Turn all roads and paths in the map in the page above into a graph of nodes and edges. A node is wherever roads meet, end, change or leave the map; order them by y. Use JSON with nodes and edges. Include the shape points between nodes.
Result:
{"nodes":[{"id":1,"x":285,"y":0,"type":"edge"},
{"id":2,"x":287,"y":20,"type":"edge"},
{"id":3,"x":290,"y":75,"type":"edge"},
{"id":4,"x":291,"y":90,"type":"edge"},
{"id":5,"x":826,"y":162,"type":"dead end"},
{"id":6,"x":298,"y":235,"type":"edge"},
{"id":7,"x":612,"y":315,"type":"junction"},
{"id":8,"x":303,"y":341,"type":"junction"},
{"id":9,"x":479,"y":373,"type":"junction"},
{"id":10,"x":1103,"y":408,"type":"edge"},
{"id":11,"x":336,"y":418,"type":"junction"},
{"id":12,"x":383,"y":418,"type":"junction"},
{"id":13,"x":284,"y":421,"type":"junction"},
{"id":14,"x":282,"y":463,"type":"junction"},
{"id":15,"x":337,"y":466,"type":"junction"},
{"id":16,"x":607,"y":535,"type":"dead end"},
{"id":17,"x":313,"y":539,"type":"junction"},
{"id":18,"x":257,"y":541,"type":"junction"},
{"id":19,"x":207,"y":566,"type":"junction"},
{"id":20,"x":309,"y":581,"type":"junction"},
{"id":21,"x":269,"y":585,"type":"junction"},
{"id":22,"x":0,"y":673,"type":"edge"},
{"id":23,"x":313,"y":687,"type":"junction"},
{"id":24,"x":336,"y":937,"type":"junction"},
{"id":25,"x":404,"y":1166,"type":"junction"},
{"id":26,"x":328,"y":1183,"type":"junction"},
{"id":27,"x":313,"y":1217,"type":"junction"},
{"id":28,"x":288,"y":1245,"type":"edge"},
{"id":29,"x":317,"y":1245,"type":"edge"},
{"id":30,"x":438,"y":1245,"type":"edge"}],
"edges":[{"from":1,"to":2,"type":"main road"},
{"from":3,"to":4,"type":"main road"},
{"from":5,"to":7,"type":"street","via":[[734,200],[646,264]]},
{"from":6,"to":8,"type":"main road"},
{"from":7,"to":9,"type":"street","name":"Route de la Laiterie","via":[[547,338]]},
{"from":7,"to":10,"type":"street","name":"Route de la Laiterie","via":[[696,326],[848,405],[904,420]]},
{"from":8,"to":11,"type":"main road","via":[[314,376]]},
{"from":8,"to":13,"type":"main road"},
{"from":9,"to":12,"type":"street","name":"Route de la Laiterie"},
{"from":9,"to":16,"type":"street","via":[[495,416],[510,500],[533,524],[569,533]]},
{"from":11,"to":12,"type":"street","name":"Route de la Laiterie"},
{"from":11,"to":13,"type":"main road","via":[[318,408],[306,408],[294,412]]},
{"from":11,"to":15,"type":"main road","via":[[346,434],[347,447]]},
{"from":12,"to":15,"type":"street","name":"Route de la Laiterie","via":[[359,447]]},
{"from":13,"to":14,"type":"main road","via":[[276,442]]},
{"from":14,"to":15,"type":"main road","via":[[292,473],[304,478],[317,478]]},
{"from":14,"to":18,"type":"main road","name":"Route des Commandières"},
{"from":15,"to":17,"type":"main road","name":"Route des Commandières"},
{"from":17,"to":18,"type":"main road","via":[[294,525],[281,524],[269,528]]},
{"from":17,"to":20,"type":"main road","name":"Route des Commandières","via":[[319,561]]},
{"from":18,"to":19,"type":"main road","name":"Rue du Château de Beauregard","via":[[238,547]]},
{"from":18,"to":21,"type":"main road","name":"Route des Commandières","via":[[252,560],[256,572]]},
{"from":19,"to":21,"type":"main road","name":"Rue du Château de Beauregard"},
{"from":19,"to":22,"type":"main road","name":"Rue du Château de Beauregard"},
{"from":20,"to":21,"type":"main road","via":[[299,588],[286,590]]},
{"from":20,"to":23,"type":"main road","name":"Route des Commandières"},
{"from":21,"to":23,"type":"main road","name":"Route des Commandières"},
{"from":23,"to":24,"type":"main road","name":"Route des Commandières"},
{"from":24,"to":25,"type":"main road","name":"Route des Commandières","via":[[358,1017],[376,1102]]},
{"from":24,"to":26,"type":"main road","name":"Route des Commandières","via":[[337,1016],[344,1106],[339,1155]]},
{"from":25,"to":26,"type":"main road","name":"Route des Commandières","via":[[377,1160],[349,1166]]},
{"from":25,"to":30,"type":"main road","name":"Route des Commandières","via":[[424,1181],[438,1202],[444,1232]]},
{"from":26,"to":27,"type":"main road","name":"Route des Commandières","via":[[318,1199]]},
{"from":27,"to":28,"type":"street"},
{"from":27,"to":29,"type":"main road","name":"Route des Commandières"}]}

■ ■ ■ ■

Copy every entry exactly.

-- ANSWER FOR THIS EXERCISE --
Turn all roads and paths in the map in the page above into a graph of nodes and edges. A node is wherever roads meet, end, change or leave the map; order them by y. Use JSON with nodes and edges. Include the shape points between nodes.
Result:
{"nodes":[{"id":1,"x":285,"y":0,"type":"edge"},
{"id":2,"x":287,"y":20,"type":"edge"},
{"id":3,"x":290,"y":75,"type":"edge"},
{"id":4,"x":291,"y":90,"type":"edge"},
{"id":5,"x":826,"y":162,"type":"dead end"},
{"id":6,"x":298,"y":235,"type":"edge"},
{"id":7,"x":612,"y":315,"type":"junction"},
{"id":8,"x":303,"y":341,"type":"junction"},
{"id":9,"x":479,"y":373,"type":"junction"},
{"id":10,"x":1103,"y":408,"type":"edge"},
{"id":11,"x":336,"y":418,"type":"junction"},
{"id":12,"x":383,"y":418,"type":"junction"},
{"id":13,"x":284,"y":421,"type":"junction"},
{"id":14,"x":282,"y":463,"type":"junction"},
{"id":15,"x":337,"y":466,"type":"junction"},
{"id":16,"x":607,"y":535,"type":"dead end"},
{"id":17,"x":313,"y":539,"type":"junction"},
{"id":18,"x":257,"y":541,"type":"junction"},
{"id":19,"x":207,"y":566,"type":"junction"},
{"id":20,"x":309,"y":581,"type":"junction"},
{"id":21,"x":269,"y":585,"type":"junction"},
{"id":22,"x":0,"y":673,"type":"edge"},
{"id":23,"x":313,"y":687,"type":"junction"},
{"id":24,"x":336,"y":937,"type":"junction"},
{"id":25,"x":404,"y":1166,"type":"junction"},
{"id":26,"x":328,"y":1183,"type":"junction"},
{"id":27,"x":313,"y":1217,"type":"junction"},
{"id":28,"x":288,"y":1245,"type":"edge"},
{"id":29,"x":317,"y":1245,"type":"edge"},
{"id":30,"x":438,"y":1245,"type":"edge"}],
"edges":[{"from":1,"to":2,"type":"main road"},
{"from":3,"to":4,"type":"main road"},
{"from":5,"to":7,"type":"street","via":[[734,200],[646,264]]},
{"from":6,"to":8,"type":"main road"},
{"from":7,"to":9,"type":"street","name":"Route de la Laiterie","via":[[547,338]]},
{"from":7,"to":10,"type":"street","name":"Route de la Laiterie","via":[[696,326],[848,405],[904,420]]},
{"from":8,"to":11,"type":"main road","via":[[314,376]]},
{"from":8,"to":13,"type":"main road"},
{"from":9,"to":12,"type":"street","name":"Route de la Laiterie"},
{"from":9,"to":16,"type":"street","via":[[495,416],[510,500],[533,524],[569,533]]},
{"from":11,"to":12,"type":"street","name":"Route de la Laiterie"},
{"from":11,"to":13,"type":"main road","via":[[318,408],[306,408],[294,412]]},
{"from":11,"to":15,"type":"main road","via":[[346,434],[347,447]]},
{"from":12,"to":15,"type":"street","name":"Route de la Laiterie","via":[[359,447]]},
{"from":13,"to":14,"type":"main road","via":[[276,442]]},
{"from":14,"to":15,"type":"main road","via":[[292,473],[304,478],[317,478]]},
{"from":14,"to":18,"type":"main road","name":"Route des Commandières"},
{"from":15,"to":17,"type":"main road","name":"Route des Commandières"},
{"from":17,"to":18,"type":"main road","via":[[294,525],[281,524],[269,528]]},
{"from":17,"to":20,"type":"main road","name":"Route des Commandières","via":[[319,561]]},
{"from":18,"to":19,"type":"main road","name":"Rue du Château de Beauregard","via":[[238,547]]},
{"from":18,"to":21,"type":"main road","name":"Route des Commandières","via":[[252,560],[256,572]]},
{"from":19,"to":21,"type":"main road","name":"Rue du Château de Beauregard"},
{"from":19,"to":22,"type":"main road","name":"Rue du Château de Beauregard"},
{"from":20,"to":21,"type":"main road","via":[[299,588],[286,590]]},
{"from":20,"to":23,"type":"main road","name":"Route des Commandières"},
{"from":21,"to":23,"type":"main road","name":"Route des Commandières"},
{"from":23,"to":24,"type":"main road","name":"Route des Commandières"},
{"from":24,"to":25,"type":"main road","name":"Route des Commandières","via":[[358,1017],[376,1102]]},
{"from":24,"to":26,"type":"main road","name":"Route des Commandières","via":[[337,1016],[344,1106],[339,1155]]},
{"from":25,"to":26,"type":"main road","name":"Route des Commandières","via":[[377,1160],[349,1166]]},
{"from":25,"to":30,"type":"main road","name":"Route des Commandières","via":[[424,1181],[438,1202],[444,1232]]},
{"from":26,"to":27,"type":"main road","name":"Route des Commandières","via":[[318,1199]]},
{"from":27,"to":28,"type":"street"},
{"from":27,"to":29,"type":"main road","name":"Route des Commandières"}]}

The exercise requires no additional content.